THREE-quarters of Scots would support a government move to cap the rents charged by private landlords, according to a new poll.

Survation also found almost half of people would be more likely to vote for MSPs who stood on a manifesto promise to introduce rent controls.

Commissioned by the tenants’ union Living Rent, the poll of 1023 adults said support for rent controls was highest among SNP supporters and lowest among Tory voters.

The figures coincided with Labour releasing a new analysis showing the number of Scots children living in severe poverty in the private rented sector has doubled in a decade.

Drawing on Scottish Government data, it found the number had grown from 20,000 in the three years between 2005/06 and 2007/08 to 50,000 between 2015/16 and 2017/18.

Rent regulation is common across Europe, with specific percentage caps on increases during tenancies.

However a report by the housing charity Shelter last year said the Scottish Government had rejected that approach in favour of a “largely free market approach to rents”.

Tenants are meant to be protected from excessive rent hikes by formal reviews by rent officers and inflation-linked limits in areas designated as Rent Pressure Zones. But Shelter said the measures were “opaque” and hamstrung by a lack of hard data.

Survation found 66% of people thought the Scottish Government should limit how much private landlords can charge in rent, with 22% opposed, and 12% undecided - the equivalent of 75% in favour once don’t knows are discounted.

Asked if they would be more or less likely to support a local candidate for Holyrood who backed rent controls, 46% said more, 11% less likely, and 38% were neither of the two.

The loss of social housing through right-to-buy and less council house building have seen the private rented sector grow from around 150,000 to 400,000 properties since 1999.

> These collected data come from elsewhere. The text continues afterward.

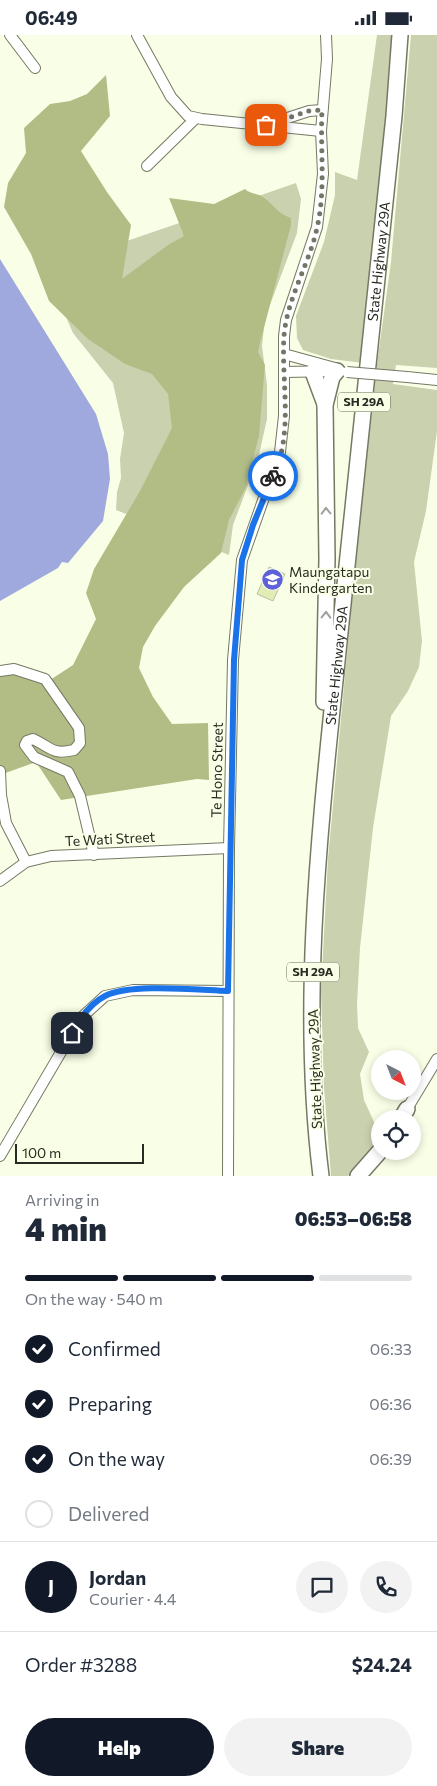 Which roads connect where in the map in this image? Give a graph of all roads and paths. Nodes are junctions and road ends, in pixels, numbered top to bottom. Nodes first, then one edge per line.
1 (10, 35) edge
2 (137, 35) edge
3 (326, 35) edge
4 (400, 35) edge
5 (35, 68) dead end
6 (322, 110) junction
7 (196, 118) junction
8 (266, 125) junction
9 (321, 131) junction
10 (147, 166) dead end
11 (284, 355) junction
12 (313, 371) junction
13 (342, 371) junction
14 (284, 372) junction
15 (437, 380) edge
16 (325, 405) junction
17 (0, 671) edge
18 (326, 768) junction
19 (0, 771) edge
20 (229, 848) junction
21 (94, 855) junction
22 (26, 863) junction
23 (0, 881) edge
24 (228, 991) junction
25 (437, 1059) edge
26 (406, 1110) edge
27 (0, 1156) edge
28 (372, 1160) edge
29 (228, 1176) edge
30 (321, 1176) edge
31 (358, 1176) edge

1 - 5 street
2 - 7 street
3 - 6 street, Te Hono Street
4 - 18 highway, State Highway 29A / SH 29A
6 - 8 street
6 - 9 street, Te Hono Street
7 - 8 street
7 - 10 street
8 - 9 street
9 - 11 street, Te Hono Street
11 - 13 street
11 - 14 street, Te Hono Street
12 - 13 street
12 - 14 street
12 - 16 highway, SH 29A
13 - 15 street, bridge
13 - 16 highway, SH 29A
14 - 20 street, Te Hono Street
18 -> 16 highway, SH 29A
17 - 21 street
18 - 30 highway, State Highway 29A / SH 29A
19 - 22 street
20 - 21 street, Te Wati Street
20 - 24 street, Te Hono Street
21 - 22 street, Te Wati Street
22 - 23 street, Te Wati Street
24 - 27 street
24 - 29 street, Te Hono Street
25 - 26 street
28 - 31 highway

Gordon Maloney, from Living Rent, said: “These figures should be a wake-up call to the Scottish Government. Rent controls are enormously popular. Far too many tenants across the country are being forced into poverty by sky-high rents.

“Now we need urgent action. If politicians turn a blind eye to the housing crisis, voters will not forgive them.”

Labour MSP Pauline McNeill said: “The housing crisis is creating acute child poverty across Scotland. A lack of affordable public housing forces people to rent privately and as a result they are paying rip-off rents which hammers their cost of living.

“We need an urgent change of pace – building more homes for social rent and fixing the problems in the private rented sector. Building more homes is key, social housing is the best value for money as an investment in the nation’s housing stock.”

Green MSP Patrick Harvie, whose party has also campaigned hard on rent controls, added: “With Scotland in the midst of a housing crisis, it’s no surprise that the overwhelming majority of Scots want to see change. For years rents have been increasing faster than incomes, but the first time the Greens proposed rent control legislation the Scottish Government denied the problem and stated they had no intention of acting. Our persistence eventually led to limited new laws for local rent regulation in the worst affected areas. It’s clear public impatience is continuing to grow. Nationwide rent controls are urgently needed.”

SNP Housing Minister Kevin Stewart, said: “The new private residential tenancy – introduced in December 2017 - provides a range of measures to help tackle high rents, including limiting rent increases to once in 12 months, with three months’ notice required, enabling tenants to challenge unfair rent increases and providing local authorities with new discretionary powers to designate an area as being a Rent Pressure Zone.

“This year, new regulations will make changes to the repairing standard that will improve the condition of private rented properties.”